-- Opening Marker --

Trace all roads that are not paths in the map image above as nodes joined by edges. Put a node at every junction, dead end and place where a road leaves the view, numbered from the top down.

-- Closing Marker --
-- Opening Marker --

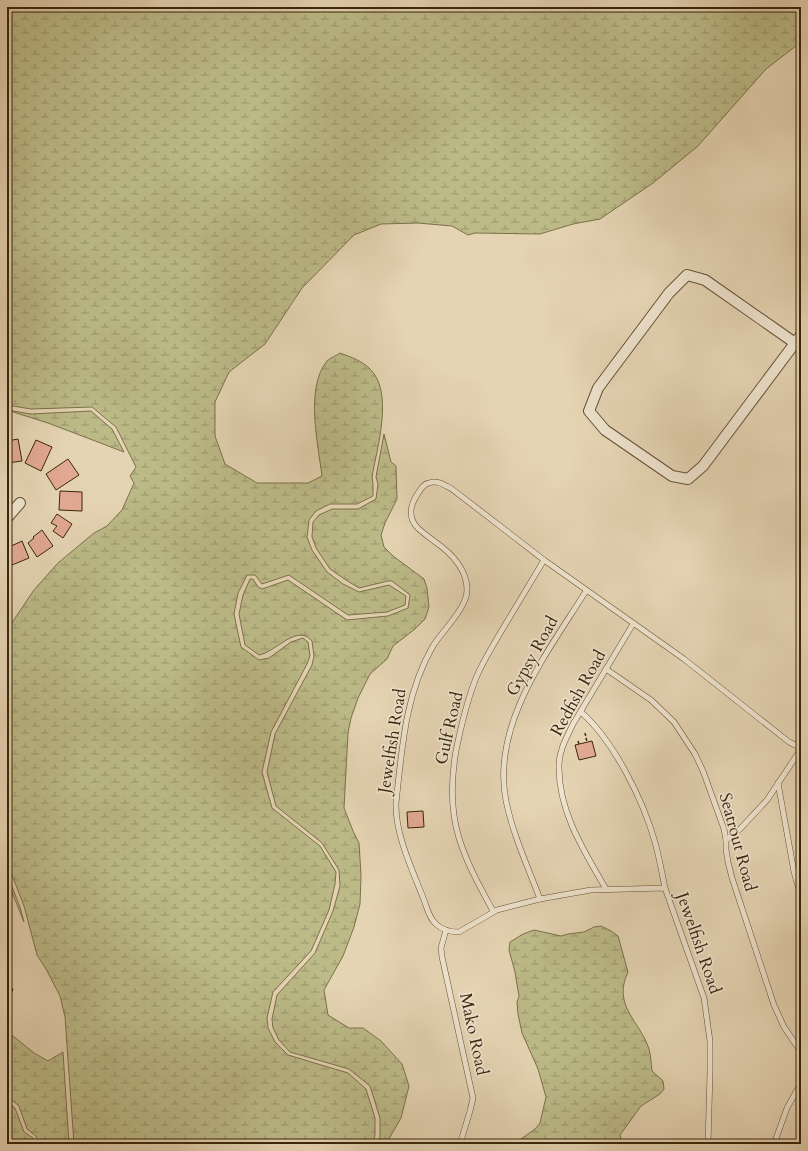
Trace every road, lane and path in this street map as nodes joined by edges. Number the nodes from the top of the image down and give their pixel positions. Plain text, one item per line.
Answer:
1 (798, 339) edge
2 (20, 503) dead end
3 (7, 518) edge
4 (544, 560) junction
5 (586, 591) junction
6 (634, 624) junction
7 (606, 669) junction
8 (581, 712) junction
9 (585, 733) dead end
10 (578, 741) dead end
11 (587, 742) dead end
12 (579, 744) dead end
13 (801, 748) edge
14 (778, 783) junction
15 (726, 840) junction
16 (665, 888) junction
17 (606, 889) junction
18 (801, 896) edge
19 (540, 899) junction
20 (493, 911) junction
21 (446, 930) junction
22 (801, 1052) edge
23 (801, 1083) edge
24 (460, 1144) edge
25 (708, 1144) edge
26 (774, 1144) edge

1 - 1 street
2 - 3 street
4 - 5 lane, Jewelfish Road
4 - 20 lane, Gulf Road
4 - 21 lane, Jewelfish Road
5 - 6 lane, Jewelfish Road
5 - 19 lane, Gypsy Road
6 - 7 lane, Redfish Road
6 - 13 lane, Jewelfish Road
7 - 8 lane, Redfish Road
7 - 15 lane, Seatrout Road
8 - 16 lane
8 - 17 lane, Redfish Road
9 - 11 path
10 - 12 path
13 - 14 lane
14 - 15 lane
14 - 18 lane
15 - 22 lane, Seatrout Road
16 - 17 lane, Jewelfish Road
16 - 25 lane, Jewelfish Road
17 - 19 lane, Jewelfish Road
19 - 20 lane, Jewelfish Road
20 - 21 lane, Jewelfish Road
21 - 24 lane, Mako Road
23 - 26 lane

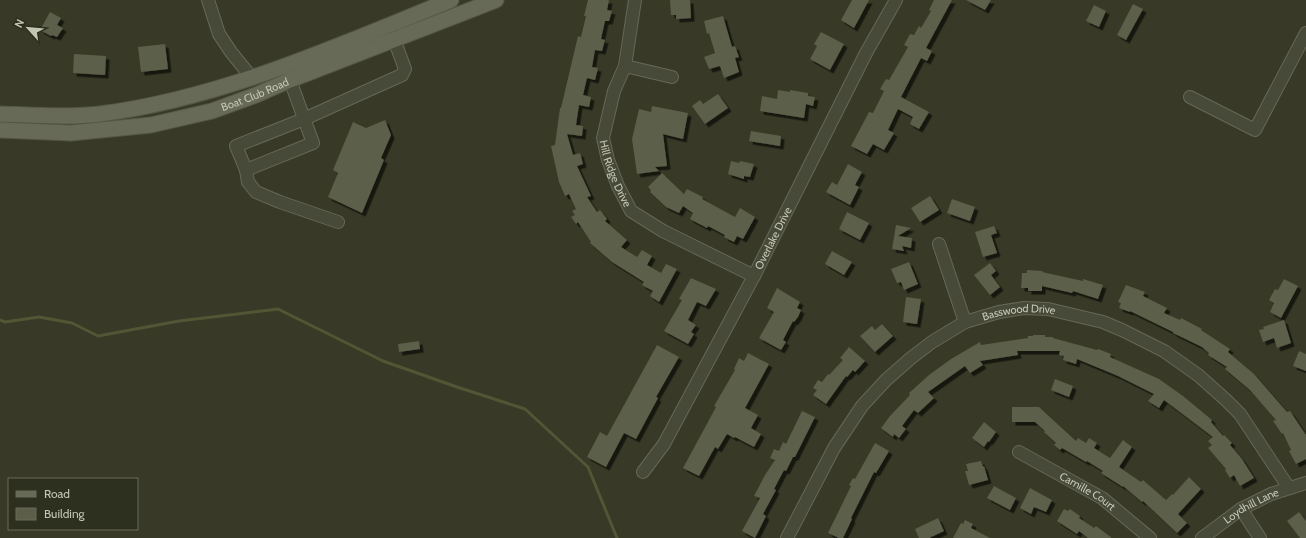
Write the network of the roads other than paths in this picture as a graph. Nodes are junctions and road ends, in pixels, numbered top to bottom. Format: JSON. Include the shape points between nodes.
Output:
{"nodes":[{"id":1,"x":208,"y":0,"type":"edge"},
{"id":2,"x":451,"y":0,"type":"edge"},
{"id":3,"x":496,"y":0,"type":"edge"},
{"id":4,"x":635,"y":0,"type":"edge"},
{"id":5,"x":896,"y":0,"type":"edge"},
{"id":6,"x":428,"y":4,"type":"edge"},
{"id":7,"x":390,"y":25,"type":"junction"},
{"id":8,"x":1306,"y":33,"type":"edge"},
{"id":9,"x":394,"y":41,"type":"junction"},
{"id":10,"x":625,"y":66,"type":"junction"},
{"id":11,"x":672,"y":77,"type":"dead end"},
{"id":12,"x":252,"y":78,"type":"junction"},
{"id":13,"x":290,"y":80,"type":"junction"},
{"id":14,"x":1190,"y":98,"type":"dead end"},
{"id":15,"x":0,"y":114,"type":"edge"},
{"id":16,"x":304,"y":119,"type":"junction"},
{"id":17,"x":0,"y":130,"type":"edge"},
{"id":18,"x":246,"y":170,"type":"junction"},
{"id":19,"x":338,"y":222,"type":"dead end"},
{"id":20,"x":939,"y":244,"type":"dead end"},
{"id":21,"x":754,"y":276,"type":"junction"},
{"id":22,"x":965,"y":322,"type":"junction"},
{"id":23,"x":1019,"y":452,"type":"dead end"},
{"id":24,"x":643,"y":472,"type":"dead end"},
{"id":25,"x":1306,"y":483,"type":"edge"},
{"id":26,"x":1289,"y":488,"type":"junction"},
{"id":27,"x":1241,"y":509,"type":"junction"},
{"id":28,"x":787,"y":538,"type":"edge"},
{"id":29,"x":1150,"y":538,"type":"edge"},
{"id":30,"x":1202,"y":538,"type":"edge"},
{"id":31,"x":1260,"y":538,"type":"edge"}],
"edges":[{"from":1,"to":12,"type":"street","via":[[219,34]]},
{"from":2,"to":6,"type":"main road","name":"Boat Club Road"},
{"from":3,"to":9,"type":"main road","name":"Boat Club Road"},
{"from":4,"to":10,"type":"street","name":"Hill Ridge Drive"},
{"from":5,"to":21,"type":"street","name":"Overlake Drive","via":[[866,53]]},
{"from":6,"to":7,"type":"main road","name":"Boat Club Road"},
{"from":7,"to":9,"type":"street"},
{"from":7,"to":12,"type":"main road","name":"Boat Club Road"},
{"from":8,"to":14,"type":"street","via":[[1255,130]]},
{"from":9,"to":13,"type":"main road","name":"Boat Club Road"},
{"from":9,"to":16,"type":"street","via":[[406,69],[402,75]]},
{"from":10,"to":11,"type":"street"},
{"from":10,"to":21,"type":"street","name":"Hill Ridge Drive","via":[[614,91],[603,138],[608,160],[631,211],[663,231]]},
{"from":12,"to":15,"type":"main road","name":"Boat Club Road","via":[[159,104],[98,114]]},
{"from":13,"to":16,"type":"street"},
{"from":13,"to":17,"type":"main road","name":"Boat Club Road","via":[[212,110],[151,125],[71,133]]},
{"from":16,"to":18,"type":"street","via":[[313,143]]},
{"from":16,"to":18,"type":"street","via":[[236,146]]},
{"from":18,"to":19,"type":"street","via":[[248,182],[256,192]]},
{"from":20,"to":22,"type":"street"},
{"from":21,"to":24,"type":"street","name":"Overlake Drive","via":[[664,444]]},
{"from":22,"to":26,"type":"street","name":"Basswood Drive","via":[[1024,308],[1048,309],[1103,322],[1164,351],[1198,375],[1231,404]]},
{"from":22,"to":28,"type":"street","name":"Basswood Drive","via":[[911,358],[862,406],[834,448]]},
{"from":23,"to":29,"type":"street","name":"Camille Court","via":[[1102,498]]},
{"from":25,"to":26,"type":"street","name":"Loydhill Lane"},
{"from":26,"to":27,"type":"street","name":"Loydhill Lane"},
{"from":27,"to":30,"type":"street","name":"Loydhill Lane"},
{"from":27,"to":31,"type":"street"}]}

-- Closing Marker --
-- Opening Marker --

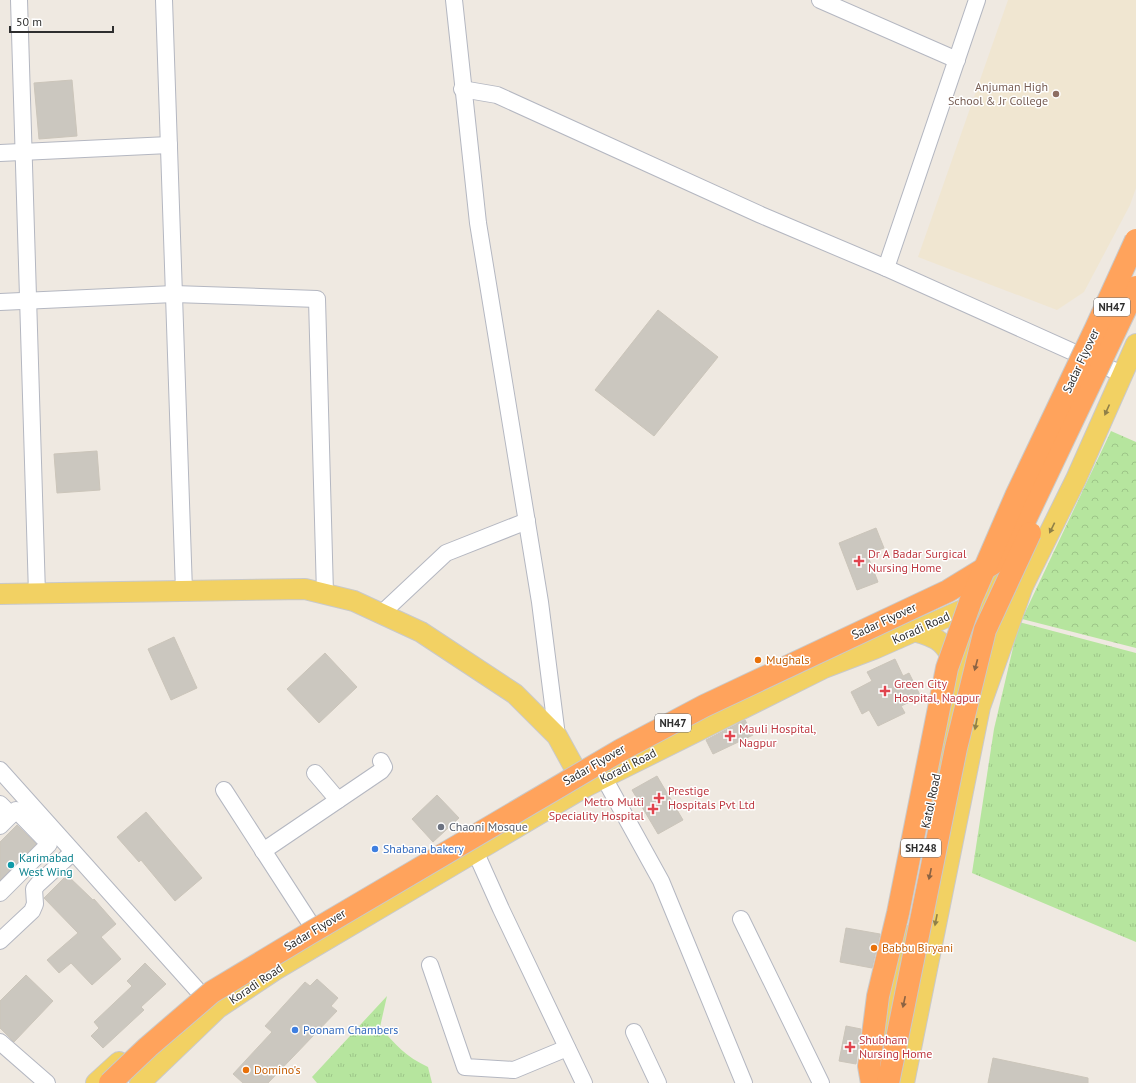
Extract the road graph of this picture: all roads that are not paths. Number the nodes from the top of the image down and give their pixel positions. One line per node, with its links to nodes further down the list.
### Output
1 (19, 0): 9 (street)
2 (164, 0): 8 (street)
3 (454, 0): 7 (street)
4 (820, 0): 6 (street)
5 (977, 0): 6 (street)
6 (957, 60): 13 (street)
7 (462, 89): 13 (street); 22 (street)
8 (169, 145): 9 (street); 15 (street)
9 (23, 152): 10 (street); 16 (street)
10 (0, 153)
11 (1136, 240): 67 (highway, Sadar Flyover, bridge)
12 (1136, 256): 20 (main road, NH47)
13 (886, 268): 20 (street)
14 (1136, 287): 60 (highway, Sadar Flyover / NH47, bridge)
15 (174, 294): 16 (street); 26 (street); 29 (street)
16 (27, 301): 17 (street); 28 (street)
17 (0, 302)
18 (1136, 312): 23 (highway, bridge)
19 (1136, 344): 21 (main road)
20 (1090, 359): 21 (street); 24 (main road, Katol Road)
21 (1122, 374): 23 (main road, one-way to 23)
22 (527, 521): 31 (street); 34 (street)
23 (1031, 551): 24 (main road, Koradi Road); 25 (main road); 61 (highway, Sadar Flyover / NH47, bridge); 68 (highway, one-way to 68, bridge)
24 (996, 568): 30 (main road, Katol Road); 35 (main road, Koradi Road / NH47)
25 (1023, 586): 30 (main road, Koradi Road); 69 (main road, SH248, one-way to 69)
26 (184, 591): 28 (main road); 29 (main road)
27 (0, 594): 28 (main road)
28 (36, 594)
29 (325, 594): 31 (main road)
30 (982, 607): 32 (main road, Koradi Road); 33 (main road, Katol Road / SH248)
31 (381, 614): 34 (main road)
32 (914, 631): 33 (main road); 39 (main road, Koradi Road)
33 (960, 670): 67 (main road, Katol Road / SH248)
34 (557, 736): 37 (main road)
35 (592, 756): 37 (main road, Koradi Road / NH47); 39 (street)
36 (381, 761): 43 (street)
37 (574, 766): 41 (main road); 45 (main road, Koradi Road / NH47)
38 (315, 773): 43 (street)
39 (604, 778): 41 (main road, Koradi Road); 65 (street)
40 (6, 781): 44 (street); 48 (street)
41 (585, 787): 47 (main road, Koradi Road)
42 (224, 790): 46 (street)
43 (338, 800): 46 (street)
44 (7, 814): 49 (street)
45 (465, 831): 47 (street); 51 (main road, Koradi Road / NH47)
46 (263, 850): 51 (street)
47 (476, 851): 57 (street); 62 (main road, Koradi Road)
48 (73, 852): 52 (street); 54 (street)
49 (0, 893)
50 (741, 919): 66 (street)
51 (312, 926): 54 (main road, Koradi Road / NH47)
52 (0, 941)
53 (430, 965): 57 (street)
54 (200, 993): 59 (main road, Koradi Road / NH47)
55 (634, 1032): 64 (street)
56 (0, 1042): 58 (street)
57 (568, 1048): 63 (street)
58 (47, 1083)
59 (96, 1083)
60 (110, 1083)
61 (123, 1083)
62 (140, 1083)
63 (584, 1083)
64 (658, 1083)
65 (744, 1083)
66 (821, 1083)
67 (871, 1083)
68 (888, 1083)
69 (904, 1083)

-- Closing Marker --

How many lines in the listing contain "give"? Answer with the number alone.

2